__YOUR INSTRUCTIONS__:
Would you please repeat the data exactly as given?
........
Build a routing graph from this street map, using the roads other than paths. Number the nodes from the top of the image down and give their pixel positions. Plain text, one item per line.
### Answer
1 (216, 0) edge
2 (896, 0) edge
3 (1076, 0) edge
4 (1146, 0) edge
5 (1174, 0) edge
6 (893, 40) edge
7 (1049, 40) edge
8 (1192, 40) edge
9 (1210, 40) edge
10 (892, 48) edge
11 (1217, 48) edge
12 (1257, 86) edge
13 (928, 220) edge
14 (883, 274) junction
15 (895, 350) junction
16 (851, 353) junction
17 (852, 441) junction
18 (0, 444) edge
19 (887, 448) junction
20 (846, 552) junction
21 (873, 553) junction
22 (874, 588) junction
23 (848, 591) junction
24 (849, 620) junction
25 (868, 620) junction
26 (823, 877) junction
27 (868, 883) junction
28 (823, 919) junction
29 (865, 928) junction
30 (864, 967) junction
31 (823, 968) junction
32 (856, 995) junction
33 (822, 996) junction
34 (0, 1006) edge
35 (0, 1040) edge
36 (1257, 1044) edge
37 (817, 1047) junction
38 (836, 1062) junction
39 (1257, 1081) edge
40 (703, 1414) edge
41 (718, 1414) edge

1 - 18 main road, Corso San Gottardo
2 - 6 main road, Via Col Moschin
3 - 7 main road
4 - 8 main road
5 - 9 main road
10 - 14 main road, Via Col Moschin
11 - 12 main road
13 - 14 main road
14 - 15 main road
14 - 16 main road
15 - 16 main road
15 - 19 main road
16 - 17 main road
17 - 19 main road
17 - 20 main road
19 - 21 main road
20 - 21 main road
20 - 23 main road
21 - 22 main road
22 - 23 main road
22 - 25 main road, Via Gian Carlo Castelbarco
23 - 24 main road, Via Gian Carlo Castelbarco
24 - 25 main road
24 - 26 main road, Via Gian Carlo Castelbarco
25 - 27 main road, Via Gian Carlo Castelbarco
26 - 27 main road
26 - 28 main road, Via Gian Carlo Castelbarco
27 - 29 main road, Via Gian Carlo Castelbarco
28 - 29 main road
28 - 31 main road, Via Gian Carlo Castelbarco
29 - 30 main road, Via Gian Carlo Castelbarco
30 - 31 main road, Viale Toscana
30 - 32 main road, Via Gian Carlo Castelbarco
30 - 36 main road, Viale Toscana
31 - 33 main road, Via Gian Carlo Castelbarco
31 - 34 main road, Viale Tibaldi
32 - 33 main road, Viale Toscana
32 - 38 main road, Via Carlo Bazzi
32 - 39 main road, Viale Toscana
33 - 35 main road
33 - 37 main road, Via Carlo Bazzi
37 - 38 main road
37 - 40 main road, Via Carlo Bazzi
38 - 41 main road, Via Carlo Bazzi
........
__ANSWER SECTION__:
Build a routing graph from this street map, using the roads other than paths. Number the nodes from the top of the image down and give their pixel positions. Plain text, one item per line.
### Answer
1 (216, 0) edge
2 (896, 0) edge
3 (1076, 0) edge
4 (1146, 0) edge
5 (1174, 0) edge
6 (893, 40) edge
7 (1049, 40) edge
8 (1192, 40) edge
9 (1210, 40) edge
10 (892, 48) edge
11 (1217, 48) edge
12 (1257, 86) edge
13 (928, 220) edge
14 (883, 274) junction
15 (895, 350) junction
16 (851, 353) junction
17 (852, 441) junction
18 (0, 444) edge
19 (887, 448) junction
20 (846, 552) junction
21 (873, 553) junction
22 (874, 588) junction
23 (848, 591) junction
24 (849, 620) junction
25 (868, 620) junction
26 (823, 877) junction
27 (868, 883) junction
28 (823, 919) junction
29 (865, 928) junction
30 (864, 967) junction
31 (823, 968) junction
32 (856, 995) junction
33 (822, 996) junction
34 (0, 1006) edge
35 (0, 1040) edge
36 (1257, 1044) edge
37 (817, 1047) junction
38 (836, 1062) junction
39 (1257, 1081) edge
40 (703, 1414) edge
41 (718, 1414) edge

1 - 18 main road, Corso San Gottardo
2 - 6 main road, Via Col Moschin
3 - 7 main road
4 - 8 main road
5 - 9 main road
10 - 14 main road, Via Col Moschin
11 - 12 main road
13 - 14 main road
14 - 15 main road
14 - 16 main road
15 - 16 main road
15 - 19 main road
16 - 17 main road
17 - 19 main road
17 - 20 main road
19 - 21 main road
20 - 21 main road
20 - 23 main road
21 - 22 main road
22 - 23 main road
22 - 25 main road, Via Gian Carlo Castelbarco
23 - 24 main road, Via Gian Carlo Castelbarco
24 - 25 main road
24 - 26 main road, Via Gian Carlo Castelbarco
25 - 27 main road, Via Gian Carlo Castelbarco
26 - 27 main road
26 - 28 main road, Via Gian Carlo Castelbarco
27 - 29 main road, Via Gian Carlo Castelbarco
28 - 29 main road
28 - 31 main road, Via Gian Carlo Castelbarco
29 - 30 main road, Via Gian Carlo Castelbarco
30 - 31 main road, Viale Toscana
30 - 32 main road, Via Gian Carlo Castelbarco
30 - 36 main road, Viale Toscana
31 - 33 main road, Via Gian Carlo Castelbarco
31 - 34 main road, Viale Tibaldi
32 - 33 main road, Viale Toscana
32 - 38 main road, Via Carlo Bazzi
32 - 39 main road, Viale Toscana
33 - 35 main road
33 - 37 main road, Via Carlo Bazzi
37 - 38 main road
37 - 40 main road, Via Carlo Bazzi
38 - 41 main road, Via Carlo Bazzi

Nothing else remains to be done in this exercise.